» Work task
Determine how many lines below contain the word "Nodes", then state only that figure.
----- Data for analysis -----
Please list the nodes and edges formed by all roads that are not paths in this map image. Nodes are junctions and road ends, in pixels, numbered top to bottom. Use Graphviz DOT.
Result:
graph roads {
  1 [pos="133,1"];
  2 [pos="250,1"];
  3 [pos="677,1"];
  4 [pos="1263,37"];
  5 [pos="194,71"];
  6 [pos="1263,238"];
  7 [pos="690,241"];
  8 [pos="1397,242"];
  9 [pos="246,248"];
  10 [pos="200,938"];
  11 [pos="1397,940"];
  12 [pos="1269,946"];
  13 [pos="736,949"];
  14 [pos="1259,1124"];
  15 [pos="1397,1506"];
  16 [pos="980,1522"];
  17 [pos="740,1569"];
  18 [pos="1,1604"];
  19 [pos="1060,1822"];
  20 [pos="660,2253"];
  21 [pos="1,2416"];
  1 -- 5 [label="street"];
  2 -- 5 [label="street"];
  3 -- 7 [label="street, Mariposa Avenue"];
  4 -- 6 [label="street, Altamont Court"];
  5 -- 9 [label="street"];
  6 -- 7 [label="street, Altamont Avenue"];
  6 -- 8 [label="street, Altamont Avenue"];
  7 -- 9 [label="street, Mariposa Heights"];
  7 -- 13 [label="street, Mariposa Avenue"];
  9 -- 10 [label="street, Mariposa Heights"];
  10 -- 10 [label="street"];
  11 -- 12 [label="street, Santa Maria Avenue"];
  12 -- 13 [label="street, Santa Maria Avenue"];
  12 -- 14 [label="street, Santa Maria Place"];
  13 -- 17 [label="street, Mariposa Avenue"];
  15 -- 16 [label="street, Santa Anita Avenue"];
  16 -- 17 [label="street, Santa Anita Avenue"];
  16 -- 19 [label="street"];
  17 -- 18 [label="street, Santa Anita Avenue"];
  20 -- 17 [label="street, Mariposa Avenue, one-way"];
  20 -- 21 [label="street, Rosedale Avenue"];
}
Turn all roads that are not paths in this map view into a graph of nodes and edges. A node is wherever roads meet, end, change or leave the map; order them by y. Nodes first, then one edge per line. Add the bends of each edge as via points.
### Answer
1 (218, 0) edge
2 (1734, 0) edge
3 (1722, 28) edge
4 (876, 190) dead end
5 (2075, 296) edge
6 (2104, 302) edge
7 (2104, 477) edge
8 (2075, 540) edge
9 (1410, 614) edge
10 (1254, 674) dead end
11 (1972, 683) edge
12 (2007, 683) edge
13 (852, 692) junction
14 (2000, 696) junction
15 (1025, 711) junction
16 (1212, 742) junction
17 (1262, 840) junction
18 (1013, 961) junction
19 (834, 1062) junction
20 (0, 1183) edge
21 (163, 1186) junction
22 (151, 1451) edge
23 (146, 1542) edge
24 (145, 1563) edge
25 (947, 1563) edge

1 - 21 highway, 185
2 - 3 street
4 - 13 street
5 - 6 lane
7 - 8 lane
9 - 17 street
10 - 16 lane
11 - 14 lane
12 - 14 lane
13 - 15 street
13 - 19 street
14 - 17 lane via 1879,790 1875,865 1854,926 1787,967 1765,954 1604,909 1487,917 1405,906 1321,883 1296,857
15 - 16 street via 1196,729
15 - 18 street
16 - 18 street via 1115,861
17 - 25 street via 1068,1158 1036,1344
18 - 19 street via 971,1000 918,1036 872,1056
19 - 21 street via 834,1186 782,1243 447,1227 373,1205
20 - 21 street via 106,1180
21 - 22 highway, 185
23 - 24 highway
-----
» Answer
2